El tema, claro, no escapa a las conversaciones que
transcurren dentro del lugar, pero no cambia el foco: lo que la noche anterior
había sido un golpe a una mandíbula ya sentida de tantas piñas anteriores, en
el día después se leyó en una clave diferente: hay otra oportunidad. La tómbola
de resultados dejó las cosas otra vez en manos propias, aunque la letanía se
escuche desde hace unas cuantas fechas.
Entonces, el cuerpo técnico empieza a buscar señales
positivas, mientras se encierra en la sala de videos para desmenuzar a Ecuador,
el último rival del empinado camino por las Eliminatorias sudamericanas. Se
abrazan al aplauso final con el que la Bombonera -tibio, pero aplauso al fin-
despidió al equipo y lo separan del ruido de los medios y las redes sociales.
Sampaoli cree que el escenario, ambientado por los otros resultados que se
dieron el jueves, deja a la Argentina "más cerca del Mundial que
nunca", como se permite analizar en la intimidad. Insiste en que lo peor
ya pasó, y observa unión: valora que un rato después de la grave lesión que
sufrió, Fernando Gago haya aparecido en Ezeiza para estar con sus compañeros. Y
que ahora se mueva allí mismo montado a sus muletas y quiera seguir siendo
parte. Celebra que la reacción de Darío Benedetto a los goles que pudo y no
gritó sea positiva: lo percibe entero, con fe para tomarse revancha en Quito. Advierte
que a Emiliano Rigoni no le pesó ni un gramo tener que debutar en la selección
en un contexto así de enrevesado y lo anota como un posible titular para jugar
en los 2850 metros sobre el nivel del mar que habrá que escalar. Lo reconforta
el carácter de Papu Gómez para equivocarse y seguir.
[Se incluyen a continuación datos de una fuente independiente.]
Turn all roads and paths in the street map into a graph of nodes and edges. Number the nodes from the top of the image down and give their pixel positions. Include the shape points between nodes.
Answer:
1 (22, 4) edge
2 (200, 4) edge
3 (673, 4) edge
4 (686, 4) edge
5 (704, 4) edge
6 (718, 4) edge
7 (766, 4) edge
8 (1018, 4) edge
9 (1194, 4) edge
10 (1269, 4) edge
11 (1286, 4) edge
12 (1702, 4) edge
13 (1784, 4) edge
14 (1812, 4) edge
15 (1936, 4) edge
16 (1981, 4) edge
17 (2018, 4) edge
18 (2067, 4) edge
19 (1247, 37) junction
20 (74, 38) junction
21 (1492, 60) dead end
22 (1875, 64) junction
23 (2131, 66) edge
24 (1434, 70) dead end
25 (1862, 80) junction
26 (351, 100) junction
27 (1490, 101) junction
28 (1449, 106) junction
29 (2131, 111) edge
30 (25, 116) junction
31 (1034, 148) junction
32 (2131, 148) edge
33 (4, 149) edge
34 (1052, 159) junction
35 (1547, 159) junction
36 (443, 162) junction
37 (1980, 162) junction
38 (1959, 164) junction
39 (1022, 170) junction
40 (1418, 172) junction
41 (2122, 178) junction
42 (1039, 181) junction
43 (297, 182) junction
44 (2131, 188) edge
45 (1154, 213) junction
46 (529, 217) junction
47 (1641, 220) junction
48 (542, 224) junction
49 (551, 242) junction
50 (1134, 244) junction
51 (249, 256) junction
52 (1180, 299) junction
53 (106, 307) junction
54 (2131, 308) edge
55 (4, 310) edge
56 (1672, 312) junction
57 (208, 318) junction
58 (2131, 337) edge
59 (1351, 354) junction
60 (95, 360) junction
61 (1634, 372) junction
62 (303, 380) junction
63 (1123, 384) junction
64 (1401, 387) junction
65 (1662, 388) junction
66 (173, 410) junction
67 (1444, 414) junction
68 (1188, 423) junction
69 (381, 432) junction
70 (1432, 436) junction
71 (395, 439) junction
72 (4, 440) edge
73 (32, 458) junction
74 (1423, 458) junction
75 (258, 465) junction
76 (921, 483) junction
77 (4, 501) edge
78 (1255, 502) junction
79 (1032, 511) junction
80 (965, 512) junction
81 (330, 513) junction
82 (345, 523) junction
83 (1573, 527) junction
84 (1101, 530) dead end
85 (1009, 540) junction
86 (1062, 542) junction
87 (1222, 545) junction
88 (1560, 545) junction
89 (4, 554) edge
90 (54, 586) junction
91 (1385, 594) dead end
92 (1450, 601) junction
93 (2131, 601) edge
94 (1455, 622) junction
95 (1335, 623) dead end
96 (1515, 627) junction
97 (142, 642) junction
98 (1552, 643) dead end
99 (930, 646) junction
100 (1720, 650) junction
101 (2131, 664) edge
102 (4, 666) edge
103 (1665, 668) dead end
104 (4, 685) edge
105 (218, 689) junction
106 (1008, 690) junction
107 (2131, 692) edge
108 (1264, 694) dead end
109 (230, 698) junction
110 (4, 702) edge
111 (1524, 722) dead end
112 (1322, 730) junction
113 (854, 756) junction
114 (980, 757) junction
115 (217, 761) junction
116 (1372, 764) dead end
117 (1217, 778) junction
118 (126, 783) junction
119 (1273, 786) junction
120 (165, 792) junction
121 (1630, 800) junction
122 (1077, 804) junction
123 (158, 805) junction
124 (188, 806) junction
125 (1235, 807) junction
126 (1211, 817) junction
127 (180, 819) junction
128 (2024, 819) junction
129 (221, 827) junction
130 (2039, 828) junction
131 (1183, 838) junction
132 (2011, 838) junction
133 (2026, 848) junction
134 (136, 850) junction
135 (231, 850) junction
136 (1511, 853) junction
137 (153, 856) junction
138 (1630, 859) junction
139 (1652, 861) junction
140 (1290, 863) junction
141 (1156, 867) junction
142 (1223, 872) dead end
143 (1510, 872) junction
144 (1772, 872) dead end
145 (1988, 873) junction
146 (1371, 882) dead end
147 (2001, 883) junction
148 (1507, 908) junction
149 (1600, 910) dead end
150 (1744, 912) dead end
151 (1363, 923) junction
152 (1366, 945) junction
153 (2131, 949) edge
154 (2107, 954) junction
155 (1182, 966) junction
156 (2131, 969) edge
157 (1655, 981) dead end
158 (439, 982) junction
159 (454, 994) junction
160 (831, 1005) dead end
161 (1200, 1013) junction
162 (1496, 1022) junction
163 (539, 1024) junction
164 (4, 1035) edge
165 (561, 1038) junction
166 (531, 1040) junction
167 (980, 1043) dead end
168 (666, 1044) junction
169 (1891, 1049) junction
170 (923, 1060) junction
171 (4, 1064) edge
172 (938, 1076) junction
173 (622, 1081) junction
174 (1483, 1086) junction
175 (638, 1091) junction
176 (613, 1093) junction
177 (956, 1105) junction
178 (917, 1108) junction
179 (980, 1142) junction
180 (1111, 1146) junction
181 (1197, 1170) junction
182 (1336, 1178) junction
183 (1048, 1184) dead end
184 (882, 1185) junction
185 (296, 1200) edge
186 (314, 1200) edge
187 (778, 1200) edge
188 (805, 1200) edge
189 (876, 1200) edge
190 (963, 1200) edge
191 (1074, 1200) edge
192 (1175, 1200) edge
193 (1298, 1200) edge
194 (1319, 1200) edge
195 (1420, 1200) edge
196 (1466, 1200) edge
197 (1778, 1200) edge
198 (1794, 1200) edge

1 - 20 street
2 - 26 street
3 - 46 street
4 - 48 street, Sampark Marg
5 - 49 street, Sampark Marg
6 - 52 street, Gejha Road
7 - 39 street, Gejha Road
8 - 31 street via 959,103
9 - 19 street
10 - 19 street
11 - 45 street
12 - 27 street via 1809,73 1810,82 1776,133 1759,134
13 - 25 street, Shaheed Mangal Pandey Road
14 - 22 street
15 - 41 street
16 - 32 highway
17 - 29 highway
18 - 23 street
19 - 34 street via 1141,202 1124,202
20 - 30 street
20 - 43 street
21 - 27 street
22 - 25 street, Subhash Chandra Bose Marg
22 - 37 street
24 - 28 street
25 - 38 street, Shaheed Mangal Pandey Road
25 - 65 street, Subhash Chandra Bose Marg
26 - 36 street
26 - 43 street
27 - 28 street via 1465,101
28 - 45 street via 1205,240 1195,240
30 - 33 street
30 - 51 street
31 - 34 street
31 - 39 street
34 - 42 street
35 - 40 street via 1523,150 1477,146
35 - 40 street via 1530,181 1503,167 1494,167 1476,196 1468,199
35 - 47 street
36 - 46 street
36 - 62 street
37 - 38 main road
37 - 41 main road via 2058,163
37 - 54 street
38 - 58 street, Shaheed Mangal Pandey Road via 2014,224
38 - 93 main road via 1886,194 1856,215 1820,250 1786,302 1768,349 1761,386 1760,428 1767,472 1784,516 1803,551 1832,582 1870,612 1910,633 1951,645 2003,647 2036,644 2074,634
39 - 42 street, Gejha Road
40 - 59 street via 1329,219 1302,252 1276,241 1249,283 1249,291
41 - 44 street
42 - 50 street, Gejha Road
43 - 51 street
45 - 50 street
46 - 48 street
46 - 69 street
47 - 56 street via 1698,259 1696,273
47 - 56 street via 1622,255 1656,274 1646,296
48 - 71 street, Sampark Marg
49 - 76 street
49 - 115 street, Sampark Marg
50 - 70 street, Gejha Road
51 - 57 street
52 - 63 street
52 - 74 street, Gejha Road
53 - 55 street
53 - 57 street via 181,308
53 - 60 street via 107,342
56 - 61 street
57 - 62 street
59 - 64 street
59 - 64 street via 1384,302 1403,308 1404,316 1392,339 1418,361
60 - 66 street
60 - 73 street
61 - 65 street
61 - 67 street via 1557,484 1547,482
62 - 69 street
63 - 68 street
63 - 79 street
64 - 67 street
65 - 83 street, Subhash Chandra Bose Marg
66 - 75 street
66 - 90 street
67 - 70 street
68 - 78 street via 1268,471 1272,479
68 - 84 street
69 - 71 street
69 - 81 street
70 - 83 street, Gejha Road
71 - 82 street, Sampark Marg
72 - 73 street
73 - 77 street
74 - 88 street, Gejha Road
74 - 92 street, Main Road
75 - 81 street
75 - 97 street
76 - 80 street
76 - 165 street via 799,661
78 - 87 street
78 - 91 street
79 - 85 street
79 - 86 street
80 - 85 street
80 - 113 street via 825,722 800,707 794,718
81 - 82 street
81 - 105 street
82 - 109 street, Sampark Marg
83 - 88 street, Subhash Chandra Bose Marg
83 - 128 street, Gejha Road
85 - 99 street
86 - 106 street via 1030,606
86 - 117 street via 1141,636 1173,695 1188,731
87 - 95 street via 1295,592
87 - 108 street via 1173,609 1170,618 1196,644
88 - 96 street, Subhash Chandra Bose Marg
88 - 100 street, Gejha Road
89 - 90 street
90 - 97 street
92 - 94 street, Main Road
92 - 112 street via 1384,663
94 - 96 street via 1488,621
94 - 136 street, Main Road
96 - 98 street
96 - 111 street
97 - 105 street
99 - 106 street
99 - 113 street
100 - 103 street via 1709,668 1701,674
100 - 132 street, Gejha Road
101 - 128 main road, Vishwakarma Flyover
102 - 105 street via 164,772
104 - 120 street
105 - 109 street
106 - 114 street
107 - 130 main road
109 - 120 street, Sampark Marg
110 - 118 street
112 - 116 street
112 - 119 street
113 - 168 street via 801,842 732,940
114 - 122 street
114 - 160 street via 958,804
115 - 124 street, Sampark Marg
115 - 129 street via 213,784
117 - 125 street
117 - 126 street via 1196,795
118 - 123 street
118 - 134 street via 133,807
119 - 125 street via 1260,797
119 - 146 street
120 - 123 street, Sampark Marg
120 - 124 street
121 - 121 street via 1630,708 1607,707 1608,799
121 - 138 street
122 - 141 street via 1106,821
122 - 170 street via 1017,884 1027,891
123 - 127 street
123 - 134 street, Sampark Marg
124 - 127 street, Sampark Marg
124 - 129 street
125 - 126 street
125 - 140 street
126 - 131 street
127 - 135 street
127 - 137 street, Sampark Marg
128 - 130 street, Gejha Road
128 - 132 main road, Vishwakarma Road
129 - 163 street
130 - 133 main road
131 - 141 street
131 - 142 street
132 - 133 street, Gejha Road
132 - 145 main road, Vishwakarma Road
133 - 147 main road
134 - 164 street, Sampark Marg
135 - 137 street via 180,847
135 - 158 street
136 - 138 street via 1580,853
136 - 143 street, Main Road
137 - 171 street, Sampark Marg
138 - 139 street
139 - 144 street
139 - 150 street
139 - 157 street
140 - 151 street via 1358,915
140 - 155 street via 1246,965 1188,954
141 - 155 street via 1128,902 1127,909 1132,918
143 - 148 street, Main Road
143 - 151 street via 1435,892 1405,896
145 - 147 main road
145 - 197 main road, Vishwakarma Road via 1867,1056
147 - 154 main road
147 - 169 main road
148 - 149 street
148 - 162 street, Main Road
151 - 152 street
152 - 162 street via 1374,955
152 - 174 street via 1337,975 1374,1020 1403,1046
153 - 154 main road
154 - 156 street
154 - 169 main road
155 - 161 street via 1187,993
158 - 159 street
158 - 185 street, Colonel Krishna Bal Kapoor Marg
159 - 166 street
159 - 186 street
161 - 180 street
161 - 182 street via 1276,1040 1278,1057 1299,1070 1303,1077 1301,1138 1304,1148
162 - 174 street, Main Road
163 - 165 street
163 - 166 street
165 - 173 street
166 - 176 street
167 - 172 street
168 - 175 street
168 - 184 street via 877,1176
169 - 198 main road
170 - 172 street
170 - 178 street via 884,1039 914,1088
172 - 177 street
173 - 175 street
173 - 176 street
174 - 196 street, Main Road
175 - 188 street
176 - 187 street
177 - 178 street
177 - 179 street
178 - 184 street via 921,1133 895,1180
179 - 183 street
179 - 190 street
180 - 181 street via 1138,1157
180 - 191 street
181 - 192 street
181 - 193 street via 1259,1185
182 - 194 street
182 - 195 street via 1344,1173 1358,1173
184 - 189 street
El entrenador está convencido de que el aprendizaje del
empate contra Venezuela, aunque suene paradójico, ayuda ahora: olfatea que los
jugadores masticaron mejor el 0-0 del jueves que el 1-1 de aquella vez. Salvo
Di María, eso sí: lo ve más bajoneado que a ningún otro, como si no pudiera
librarse de la carga que representa tantos cachetazos recibidos. ¿Se quedará
sentado en el banco de suplentes en Quito justo él, dueño de un organismo
privilegiado que le permite correr en la altura igual que en el llano? Esa
pregunta, por ahora, no tiene respuesta. ¿Jugará Éver Banega, otro de los que
salió, anotado en amarillo en la libreta del técnico? El color define el estado
de la cuestión: a veces resulta indescifrable.
El viernes incluyó también la visita para almorzar del
presidente de la AFA: los jugadores se le acercan y le preguntan por el robo
que Tapia sufrió en su casa mientras él y su familia estaban en la Bombonera.
Tapia lo relativiza, como si nada de lo que ocurre tuviera más importancia que
lo que va a pasar. Aunque falten cuatro días para el capítulo final, ese que en
realidad ya se empezó a escribir en la pizarra del DT.
Pasa la sobremesa, se hace silencio. Arriba, en la soledad
de su habitación, Messi le saca la vista al partido de los juveniles y decide
dormir la siesta. Y ésa, entre tantos zumbidos, es una buena señal.